While many are relieved the bill avoids some of the more extreme proposals consulted upon, we believe clause 1 could have profound and damaging implications. It creates two new remedies and sets out when the court must grant them.
The proposals raise serious questions
First, Suspended Quashing Orders (SQO) would allow unlawful decisions to stand until quashed by court order at a future date. The second, Prospective Quashing Orders (PQOs), would appear to make unlawful decisions, or conduct, impermissible (as they would be quashed), but would deem their past use valid.
Clauses 1(8) and (9) of the bill set out the circumstances in which such orders must be granted. In particular, the court must consider “the interests or expectations of persons who have relied on the impugned [ie unlawful] act”. This will invariably include third parties to the legal action (such as developers) who stood to benefit from the unlawful act, such as the granting of planning permission. The court must also consider “any action taken or proposed to be taken, or undertaken given, by a person with responsibility in connection with the impugned act”. This presumably includes anything the defendant has committed themselves to do (eg political or contractual) when acting unlawfully.
In practical terms, the bill raises pressing questions around how it will work. For example, where the decision of a local planning authority is quashed by a SQO or PQO, will the developer still be able to go ahead with the proposal?

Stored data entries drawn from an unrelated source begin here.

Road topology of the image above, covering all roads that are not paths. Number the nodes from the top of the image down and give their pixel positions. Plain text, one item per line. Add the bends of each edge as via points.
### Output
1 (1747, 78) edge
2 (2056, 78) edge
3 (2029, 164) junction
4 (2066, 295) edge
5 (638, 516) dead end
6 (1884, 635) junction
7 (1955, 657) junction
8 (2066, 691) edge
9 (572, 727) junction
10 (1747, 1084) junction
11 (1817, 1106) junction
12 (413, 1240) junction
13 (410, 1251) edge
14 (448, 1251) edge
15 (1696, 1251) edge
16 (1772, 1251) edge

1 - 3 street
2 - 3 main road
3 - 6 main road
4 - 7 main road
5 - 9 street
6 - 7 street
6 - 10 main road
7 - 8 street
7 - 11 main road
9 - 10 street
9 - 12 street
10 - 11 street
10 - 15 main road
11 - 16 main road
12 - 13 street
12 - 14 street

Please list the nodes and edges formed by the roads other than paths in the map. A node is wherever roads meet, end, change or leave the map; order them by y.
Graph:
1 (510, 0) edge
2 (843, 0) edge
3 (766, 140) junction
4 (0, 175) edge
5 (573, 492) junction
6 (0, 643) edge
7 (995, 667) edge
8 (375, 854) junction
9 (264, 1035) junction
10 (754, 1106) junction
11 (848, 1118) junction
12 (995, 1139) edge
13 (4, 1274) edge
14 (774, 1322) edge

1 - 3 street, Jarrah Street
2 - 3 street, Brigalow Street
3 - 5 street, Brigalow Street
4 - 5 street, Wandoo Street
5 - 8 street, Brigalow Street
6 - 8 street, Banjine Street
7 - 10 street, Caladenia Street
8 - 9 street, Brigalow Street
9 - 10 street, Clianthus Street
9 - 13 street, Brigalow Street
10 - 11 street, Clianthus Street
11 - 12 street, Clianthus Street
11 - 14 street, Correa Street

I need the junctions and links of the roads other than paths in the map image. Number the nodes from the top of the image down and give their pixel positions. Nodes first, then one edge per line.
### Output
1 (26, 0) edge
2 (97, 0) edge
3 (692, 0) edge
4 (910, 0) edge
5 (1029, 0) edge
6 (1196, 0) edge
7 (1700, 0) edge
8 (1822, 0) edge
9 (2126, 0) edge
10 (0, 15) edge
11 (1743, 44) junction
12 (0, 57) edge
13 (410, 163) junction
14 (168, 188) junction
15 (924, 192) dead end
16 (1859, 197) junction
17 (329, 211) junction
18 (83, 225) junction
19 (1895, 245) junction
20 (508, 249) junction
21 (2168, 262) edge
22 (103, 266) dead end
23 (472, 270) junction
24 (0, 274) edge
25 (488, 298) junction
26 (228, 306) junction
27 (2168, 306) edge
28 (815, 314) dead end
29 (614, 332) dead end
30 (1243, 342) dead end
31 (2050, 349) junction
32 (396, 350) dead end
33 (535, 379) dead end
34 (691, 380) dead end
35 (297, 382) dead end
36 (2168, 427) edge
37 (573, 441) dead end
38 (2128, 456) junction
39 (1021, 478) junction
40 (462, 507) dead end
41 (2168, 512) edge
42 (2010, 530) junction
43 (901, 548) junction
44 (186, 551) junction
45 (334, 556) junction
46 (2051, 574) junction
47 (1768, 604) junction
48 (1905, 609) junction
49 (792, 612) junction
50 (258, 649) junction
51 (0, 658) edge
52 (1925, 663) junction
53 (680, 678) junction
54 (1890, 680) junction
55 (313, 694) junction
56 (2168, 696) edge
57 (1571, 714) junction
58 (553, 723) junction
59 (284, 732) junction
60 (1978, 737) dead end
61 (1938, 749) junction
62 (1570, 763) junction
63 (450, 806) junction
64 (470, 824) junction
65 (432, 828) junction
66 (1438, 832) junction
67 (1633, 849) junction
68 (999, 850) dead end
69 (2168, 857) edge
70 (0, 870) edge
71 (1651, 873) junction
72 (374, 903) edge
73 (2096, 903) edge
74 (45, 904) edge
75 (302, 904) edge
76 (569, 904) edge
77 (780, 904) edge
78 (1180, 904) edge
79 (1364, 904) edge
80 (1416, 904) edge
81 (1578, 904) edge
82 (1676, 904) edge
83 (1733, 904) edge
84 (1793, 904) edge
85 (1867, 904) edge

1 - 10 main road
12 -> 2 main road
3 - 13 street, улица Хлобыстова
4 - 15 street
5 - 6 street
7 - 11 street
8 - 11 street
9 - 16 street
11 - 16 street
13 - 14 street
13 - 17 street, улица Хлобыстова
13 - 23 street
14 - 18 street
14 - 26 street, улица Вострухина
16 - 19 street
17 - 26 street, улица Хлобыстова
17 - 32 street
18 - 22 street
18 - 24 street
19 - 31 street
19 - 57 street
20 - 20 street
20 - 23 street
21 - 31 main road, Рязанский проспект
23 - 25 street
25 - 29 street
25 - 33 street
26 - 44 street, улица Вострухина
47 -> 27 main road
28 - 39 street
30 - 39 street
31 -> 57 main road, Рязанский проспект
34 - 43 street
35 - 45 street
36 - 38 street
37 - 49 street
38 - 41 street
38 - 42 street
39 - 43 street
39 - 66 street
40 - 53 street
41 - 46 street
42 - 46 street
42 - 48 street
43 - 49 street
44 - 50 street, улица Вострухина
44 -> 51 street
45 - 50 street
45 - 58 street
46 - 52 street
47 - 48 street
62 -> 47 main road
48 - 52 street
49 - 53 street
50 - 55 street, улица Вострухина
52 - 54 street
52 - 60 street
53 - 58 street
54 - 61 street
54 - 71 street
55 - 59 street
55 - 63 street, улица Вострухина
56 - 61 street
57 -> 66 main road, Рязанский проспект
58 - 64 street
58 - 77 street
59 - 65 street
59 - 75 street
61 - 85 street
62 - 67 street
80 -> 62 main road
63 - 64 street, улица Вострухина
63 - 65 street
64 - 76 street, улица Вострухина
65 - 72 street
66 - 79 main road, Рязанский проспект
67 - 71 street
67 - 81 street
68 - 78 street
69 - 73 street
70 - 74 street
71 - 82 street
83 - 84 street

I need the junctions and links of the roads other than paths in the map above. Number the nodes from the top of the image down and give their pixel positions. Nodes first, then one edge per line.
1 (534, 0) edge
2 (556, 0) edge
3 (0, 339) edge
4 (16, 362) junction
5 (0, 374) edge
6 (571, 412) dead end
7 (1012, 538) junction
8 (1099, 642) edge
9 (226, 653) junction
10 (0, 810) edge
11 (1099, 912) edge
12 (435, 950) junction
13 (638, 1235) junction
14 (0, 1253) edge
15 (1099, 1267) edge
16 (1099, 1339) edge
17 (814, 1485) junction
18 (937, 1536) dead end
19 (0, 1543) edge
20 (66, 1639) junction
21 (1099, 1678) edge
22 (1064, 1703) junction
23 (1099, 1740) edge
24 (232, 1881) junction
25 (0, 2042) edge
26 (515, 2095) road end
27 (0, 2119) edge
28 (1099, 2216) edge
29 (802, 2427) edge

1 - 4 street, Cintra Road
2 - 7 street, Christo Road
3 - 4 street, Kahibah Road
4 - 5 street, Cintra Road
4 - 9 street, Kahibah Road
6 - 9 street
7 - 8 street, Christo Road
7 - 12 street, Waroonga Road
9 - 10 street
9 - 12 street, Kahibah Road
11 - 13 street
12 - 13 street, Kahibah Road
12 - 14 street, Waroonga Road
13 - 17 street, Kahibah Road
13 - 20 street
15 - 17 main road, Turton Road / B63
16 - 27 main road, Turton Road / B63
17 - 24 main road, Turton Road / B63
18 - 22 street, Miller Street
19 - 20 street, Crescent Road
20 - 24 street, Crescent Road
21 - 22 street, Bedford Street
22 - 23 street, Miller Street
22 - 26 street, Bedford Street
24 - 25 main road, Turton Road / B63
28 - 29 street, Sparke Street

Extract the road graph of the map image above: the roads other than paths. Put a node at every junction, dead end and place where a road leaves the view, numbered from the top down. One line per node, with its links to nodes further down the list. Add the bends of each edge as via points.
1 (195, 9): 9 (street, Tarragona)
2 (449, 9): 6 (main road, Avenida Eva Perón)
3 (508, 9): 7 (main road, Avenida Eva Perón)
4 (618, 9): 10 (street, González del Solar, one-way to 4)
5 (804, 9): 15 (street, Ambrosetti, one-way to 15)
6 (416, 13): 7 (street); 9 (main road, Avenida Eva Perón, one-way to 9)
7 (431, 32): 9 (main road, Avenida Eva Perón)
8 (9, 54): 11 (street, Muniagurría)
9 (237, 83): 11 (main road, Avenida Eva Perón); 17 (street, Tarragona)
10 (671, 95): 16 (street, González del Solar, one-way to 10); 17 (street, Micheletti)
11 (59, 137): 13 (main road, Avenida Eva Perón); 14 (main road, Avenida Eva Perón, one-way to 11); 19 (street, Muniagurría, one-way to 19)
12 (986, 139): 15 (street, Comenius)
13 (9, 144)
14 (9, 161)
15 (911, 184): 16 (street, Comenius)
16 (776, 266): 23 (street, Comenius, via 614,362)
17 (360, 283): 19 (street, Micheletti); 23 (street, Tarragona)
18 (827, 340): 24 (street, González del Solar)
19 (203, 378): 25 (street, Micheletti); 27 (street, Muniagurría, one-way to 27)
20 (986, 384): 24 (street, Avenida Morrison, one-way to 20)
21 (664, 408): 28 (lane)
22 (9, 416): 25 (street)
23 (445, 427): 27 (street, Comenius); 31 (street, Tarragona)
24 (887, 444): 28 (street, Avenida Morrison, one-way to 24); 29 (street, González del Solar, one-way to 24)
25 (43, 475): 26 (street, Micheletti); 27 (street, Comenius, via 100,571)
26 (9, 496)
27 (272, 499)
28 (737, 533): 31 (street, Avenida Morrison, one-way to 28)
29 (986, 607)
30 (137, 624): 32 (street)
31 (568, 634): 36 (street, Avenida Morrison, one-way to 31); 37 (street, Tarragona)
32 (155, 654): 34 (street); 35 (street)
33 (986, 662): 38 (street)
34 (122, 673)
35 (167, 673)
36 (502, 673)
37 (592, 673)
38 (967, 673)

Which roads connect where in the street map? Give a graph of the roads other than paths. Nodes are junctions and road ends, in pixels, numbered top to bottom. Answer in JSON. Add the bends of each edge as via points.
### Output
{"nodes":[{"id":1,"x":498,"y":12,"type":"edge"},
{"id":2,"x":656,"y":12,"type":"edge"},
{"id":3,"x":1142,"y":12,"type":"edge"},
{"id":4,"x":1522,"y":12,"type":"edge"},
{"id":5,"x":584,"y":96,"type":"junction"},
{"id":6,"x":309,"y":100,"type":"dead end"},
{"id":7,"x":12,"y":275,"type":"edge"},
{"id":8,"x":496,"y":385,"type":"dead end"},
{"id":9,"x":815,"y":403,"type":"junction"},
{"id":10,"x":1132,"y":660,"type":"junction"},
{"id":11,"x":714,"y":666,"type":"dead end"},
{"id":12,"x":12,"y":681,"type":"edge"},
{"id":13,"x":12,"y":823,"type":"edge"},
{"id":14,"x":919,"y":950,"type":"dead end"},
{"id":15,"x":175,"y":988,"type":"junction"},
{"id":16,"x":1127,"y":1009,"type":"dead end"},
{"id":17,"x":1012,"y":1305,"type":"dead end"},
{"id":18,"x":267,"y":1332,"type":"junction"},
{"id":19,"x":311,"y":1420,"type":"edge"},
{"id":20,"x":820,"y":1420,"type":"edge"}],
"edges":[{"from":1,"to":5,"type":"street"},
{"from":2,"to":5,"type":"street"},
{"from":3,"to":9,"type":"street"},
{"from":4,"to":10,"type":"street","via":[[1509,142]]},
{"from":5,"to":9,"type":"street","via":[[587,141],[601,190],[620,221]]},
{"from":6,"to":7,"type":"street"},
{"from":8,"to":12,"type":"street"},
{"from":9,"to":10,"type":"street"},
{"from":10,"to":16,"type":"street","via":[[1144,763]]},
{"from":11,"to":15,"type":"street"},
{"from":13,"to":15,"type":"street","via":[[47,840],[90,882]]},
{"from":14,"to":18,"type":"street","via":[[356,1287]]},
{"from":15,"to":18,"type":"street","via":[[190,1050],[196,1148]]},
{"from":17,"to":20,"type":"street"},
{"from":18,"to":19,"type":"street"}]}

Another example, from a claimant’s perspective, is if an environmental permit is unlawfully granted to a large facility, to what extent will the judge consider the commercial and political interests in relation to the activity continuing, above the pollution caused to the local community and environment?
And, is it right that all of judicial review should be caught by these new rules? As these are not insignificant questions, they merit answers before politicians vote on Monday.
The government maintains that these new powers simply reflect the discretion currently enjoyed by the judiciary on remedies (the outcome sought by the claimant when embarking on judicial review), but that is not true. The bill creates a statutory presumption and requires judges to grant the new quashing orders in the circumstances set out in clauses 1(8) and (9. Claimants need early certainty around issues like cost protection and the effectiveness of legal remedies. Undermining that will discourage prospective claimants from bringing forward cases in the first place. The ambiguity is also likely to prompt lengthy and costly “satellite” litigation around the meaning of factors set out in clause 1(8) of the Bill.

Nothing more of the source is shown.